Exercise objective >> Nothing but the lines below from the one that contains "middle mcp: (773, 828)" through the one that contains "middle pip: (278, 231)" should be retyped, exactly and including both ends. Do not include pictures.

Study material >>

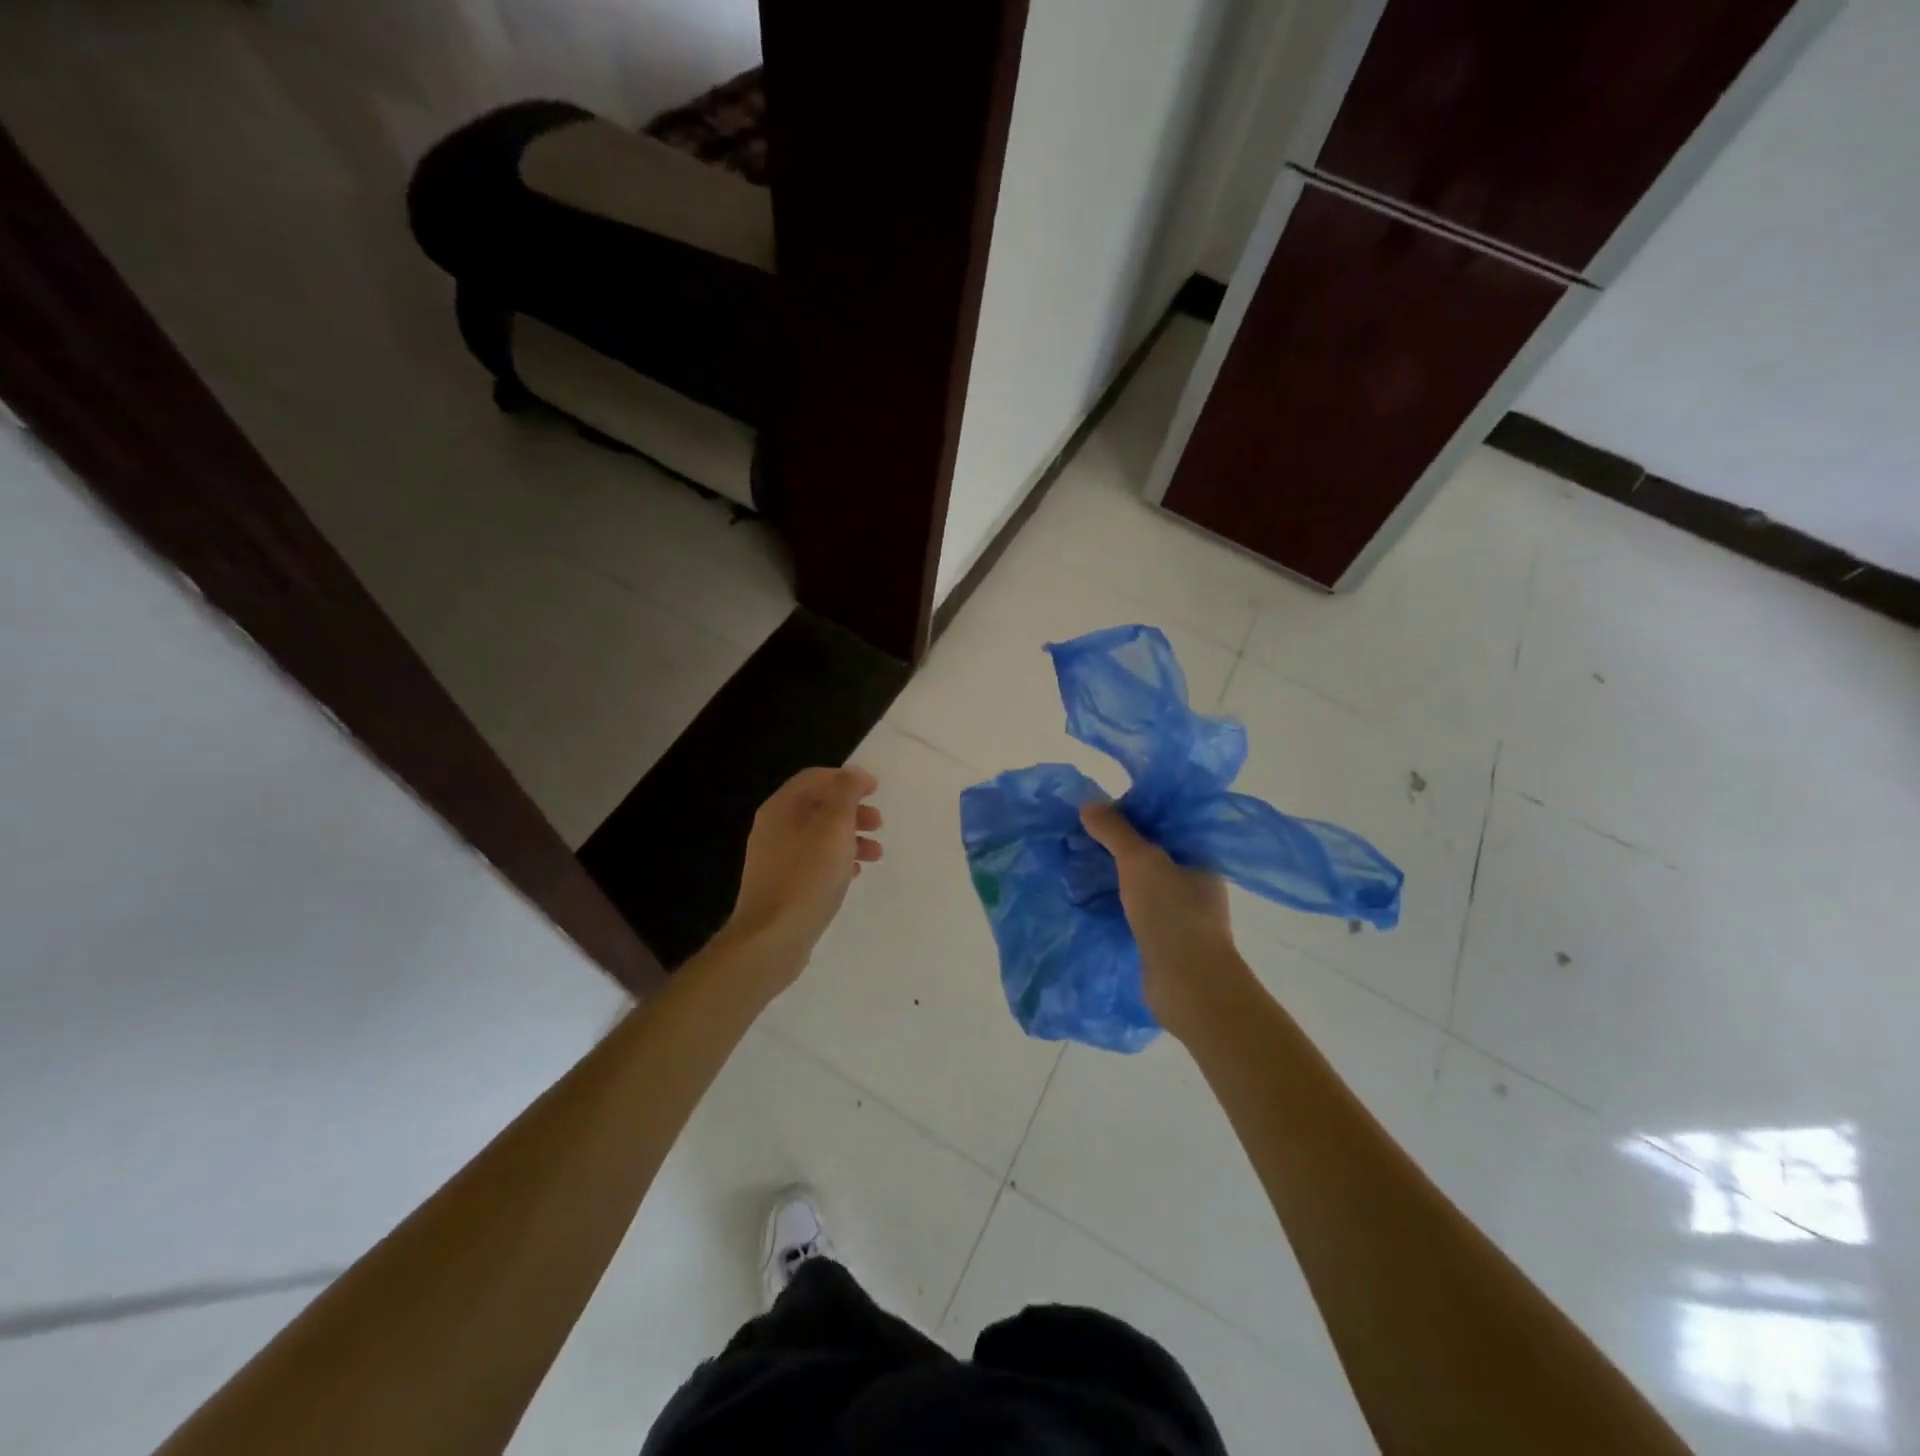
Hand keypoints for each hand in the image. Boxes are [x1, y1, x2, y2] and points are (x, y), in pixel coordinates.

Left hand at [727, 766, 882, 973]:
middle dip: (852, 810)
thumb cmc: (807, 877)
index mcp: (781, 808)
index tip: (876, 790)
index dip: (847, 779)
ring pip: (818, 836)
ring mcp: (774, 858)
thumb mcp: (834, 828)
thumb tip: (853, 773)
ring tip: (876, 855)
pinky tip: (854, 874)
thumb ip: (846, 795)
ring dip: (849, 838)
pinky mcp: (781, 885)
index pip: (815, 778)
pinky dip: (836, 860)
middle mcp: (773, 828)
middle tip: (878, 824)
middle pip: (817, 806)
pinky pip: (813, 862)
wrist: (771, 938)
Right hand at [1080, 801, 1243, 1038]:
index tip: (1098, 814)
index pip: (1165, 825)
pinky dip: (1114, 905)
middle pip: (1151, 855)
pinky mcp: (1163, 942)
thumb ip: (1115, 830)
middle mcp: (1195, 885)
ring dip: (1113, 878)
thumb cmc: (1172, 912)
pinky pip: (1134, 912)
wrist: (1187, 984)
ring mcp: (1180, 916)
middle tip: (1080, 839)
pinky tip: (1088, 901)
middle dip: (1117, 848)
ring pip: (1141, 886)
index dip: (1133, 815)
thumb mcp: (1140, 860)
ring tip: (1077, 867)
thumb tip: (1089, 804)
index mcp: (1200, 858)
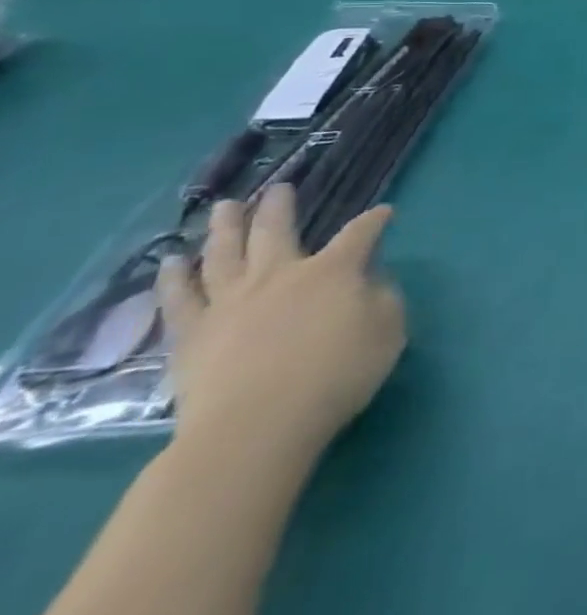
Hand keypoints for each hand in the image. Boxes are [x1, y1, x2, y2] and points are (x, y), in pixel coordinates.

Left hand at [156, 185, 405, 464]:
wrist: (255, 426)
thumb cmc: (336, 374)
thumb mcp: (387, 332)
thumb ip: (382, 299)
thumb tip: (369, 281)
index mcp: (333, 272)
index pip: (360, 234)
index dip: (375, 221)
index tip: (384, 213)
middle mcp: (281, 275)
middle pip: (278, 231)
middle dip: (280, 207)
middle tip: (278, 188)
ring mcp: (231, 302)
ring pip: (224, 253)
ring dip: (225, 226)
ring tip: (223, 207)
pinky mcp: (192, 334)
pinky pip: (179, 298)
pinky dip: (174, 277)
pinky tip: (171, 261)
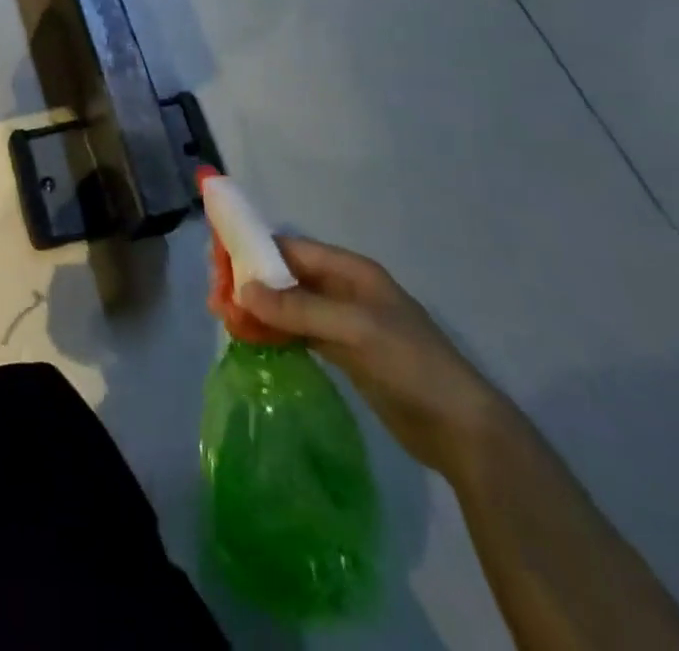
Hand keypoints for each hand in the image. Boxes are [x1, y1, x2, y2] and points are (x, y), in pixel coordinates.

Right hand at [237, 237, 509, 482]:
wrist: (462, 430)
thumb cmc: (410, 364)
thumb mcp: (353, 329)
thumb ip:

Answer for this exercise >>
middle mcp: (773, 828)
middle tip: (878, 824)
middle pip: (817, 806)
pinky pip: (813, 862)
wrist: (771, 938)
Right hand at [1080, 801, 1243, 1038]:
index tip: (1098, 814)
index pip: (1165, 825)
pinky dip: (1114, 905)
middle pip: (1151, 855)
pinky mcp: (1163, 942)
thumb ip: (1115, 830)
middle mcp: (1195, 885)
ring dip: (1113, 878)
thumb cmc: (1172, 912)
pinky pip: (1134, 912)
wrist: (1187, 984)
ring mcp: (1180, 916)
middle tip: (1080, 839)
pinky tip: (1088, 901)
middle dip: (1117, 848)
ring pip: (1141, 886)
index dip: (1133, 815)
thumb mcp: (1140, 860)
ring tip: (1077, 867)
thumb tip: (1089, 804)
index mcp: (1200, 858)
Hand keypoints for each hand in the image. Boxes are [x1, y1, x2, y2] and points are (x, y), in pixel coordinates.

Left hand at [156, 185, 405, 464]:
wrist: (255, 426)
thumb cmc: (336, 374)
thumb mcp: (387, 332)
thumb ip: (382, 299)
thumb tip: (369, 281)
index mcp: (333, 272)
index pip: (360, 234)
index dip: (375, 221)
index tip: (384, 213)
middle mcp: (281, 275)
middle pip: (278, 231)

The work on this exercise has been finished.